The entries below should be transcribed exactly, every one of them.

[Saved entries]
------------------------------------------------------------
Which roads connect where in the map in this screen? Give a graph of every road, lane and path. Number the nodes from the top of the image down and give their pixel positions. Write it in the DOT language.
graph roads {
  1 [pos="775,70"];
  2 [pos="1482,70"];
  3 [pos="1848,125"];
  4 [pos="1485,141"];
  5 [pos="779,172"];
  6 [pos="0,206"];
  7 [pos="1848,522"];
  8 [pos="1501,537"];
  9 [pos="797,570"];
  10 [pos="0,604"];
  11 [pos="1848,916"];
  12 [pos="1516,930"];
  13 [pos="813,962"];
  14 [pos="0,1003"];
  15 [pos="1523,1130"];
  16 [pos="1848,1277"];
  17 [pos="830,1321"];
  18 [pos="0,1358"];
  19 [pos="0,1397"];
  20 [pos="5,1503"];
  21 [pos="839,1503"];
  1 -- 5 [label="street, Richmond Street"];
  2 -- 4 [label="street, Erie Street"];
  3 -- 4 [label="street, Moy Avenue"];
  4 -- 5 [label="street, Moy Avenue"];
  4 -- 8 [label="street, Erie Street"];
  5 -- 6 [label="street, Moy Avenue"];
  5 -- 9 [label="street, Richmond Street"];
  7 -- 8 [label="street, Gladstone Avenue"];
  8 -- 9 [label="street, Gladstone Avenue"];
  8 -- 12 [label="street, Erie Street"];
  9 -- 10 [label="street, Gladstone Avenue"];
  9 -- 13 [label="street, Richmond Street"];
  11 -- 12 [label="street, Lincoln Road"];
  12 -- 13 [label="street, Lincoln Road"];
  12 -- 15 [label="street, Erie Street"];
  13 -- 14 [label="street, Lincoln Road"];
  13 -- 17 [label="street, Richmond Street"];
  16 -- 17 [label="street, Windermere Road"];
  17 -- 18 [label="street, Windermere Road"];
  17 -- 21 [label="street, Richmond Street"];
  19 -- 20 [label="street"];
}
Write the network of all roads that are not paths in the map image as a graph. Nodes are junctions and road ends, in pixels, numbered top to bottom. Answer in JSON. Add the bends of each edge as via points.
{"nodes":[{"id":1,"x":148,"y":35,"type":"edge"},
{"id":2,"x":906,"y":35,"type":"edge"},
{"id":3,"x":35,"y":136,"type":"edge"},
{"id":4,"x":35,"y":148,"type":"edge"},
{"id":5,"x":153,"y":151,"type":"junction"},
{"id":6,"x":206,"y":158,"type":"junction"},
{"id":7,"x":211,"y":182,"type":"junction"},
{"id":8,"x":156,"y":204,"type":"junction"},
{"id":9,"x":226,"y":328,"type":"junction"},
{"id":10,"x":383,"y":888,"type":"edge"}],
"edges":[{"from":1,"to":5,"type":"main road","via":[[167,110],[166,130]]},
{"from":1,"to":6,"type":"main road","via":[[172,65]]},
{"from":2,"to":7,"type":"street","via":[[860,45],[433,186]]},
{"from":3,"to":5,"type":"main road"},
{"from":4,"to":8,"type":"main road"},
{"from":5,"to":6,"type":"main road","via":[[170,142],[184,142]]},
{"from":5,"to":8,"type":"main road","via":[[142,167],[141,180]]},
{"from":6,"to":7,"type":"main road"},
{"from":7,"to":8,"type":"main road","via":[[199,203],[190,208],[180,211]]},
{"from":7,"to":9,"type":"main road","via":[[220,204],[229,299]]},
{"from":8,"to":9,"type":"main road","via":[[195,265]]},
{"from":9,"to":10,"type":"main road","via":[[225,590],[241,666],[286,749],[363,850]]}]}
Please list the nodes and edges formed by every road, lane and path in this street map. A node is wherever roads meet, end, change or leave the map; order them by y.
------------------------------------------------------------
SOLUTION BELOW>
Which roads connect where in the map in this screen? Give a graph of every road, lane and path. Number the nodes from the top of the image down and give their pixel positions. Write it in the DOT language.
graph roads {
  1 [pos="775,70"];
  2 [pos="1482,70"];
  3 [pos="1848,125"];
  4 [pos="1485,141"];
  5 [pos="779,172"];
  6 [pos="0,206"];
  7 [pos="1848,522"];
  8 [pos="1501,537"];
  9 [pos="797,570"];
  10 [pos="0,604"];
  11 [pos="1848,916"];
  12 [pos="1516,930"];
  13 [pos="813,962"];
  14 [pos="0,1003"];
  15 [pos="1523,1130"];
  16 [pos="1848,1277"];
  17 [pos="830,1321"];
  18 [pos="0,1358"];
  19 [pos="0,1397"];
  20 [pos="5,1503"];
  21 [pos="839,1503"];
  1 -- 5 [label="street, Richmond Street"];
  2 -- 4 [label="street, Erie Street"];
  3 -- 4 [label="street, Moy Avenue"];
  4 -- 5 [label="street, Moy Avenue"];
  4 -- 8 [label="street, Erie Street"];
  5 -- 6 [label="street, Moy Avenue"];
  5 -- 9 [label="street, Richmond Street"];
  7 -- 8 [label="street, Gladstone Avenue"];
  8 -- 9 [label="street, Gladstone Avenue"];
  8 -- 12 [label="street, Erie Street"];
  9 -- 10 [label="street, Gladstone Avenue"];
  9 -- 13 [label="street, Richmond Street"];
  11 -- 12 [label="street, Lincoln Road"];
  12 -- 13 [label="street, Lincoln Road"];
  12 -- 15 [label="street, Erie Street"];
  13 -- 14 [label="street, Lincoln Road"];
  13 -- 17 [label="street, Richmond Street"];
  16 -- 17 [label="street, Windermere Road"];
  17 -- 18 [label="street, Windermere Road"];
  17 -- 21 [label="street, Richmond Street"];
  19 -- 20 [label="street"];
}
Write the network of all roads that are not paths in the map image as a graph. Nodes are junctions and road ends, in pixels, numbered top to bottom. Answer in JSON. Add the bends of each edge as via points.
{"nodes":[{"id":1,"x":148,"y":35,"type":"edge"},
{"id":2,"x":906,"y":35,"type":"edge"},
{"id":3,"x":35,"y":136,"type":"edge"},
{"id":4,"x":35,"y":148,"type":"edge"},
{"id":5,"x":153,"y":151,"type":"junction"},
{"id":6,"x":206,"y":158,"type":"junction"},
{"id":7,"x":211,"y":182,"type":"junction"},
{"id":8,"x":156,"y":204,"type":"junction"},
{"id":9,"x":226,"y":328,"type":"junction"},
{"id":10,"x":383,"y":888,"type":"edge"}],
"edges":[{"from":1,"to":5,"type":"main road","via":[[167,110],[166,130]]},
{"from":1,"to":6,"type":"main road","via":[[172,65]]},
{"from":2,"to":7,"type":"street","via":[[860,45],[433,186]]},
{"from":3,"to":5,"type":"main road"},
{"from":4,"to":8,"type":"main road"},
{"from":5,"to":6,"type":"main road","via":[[170,142],[184,142]]},
{"from":5,"to":8,"type":"main road","via":[[142,167],[141,180]]},
{"from":6,"to":7,"type":"main road"},
{"from":7,"to":8,"type":"main road","via":[[199,203],[190,208],[180,211]]},
{"from":7,"to":9,"type":"main road","via":[[220,204],[229,299]]},
{"from":8,"to":9,"type":"main road","via":[[195,265]]},
{"from":9,"to":10,"type":"main road","via":[[225,590],[241,666],[286,749],[363,850]]}]}
Please list the nodes and edges formed by every road, lane and path in this street map. A node is wherever roads meet, end, change or leave the map; order them by y.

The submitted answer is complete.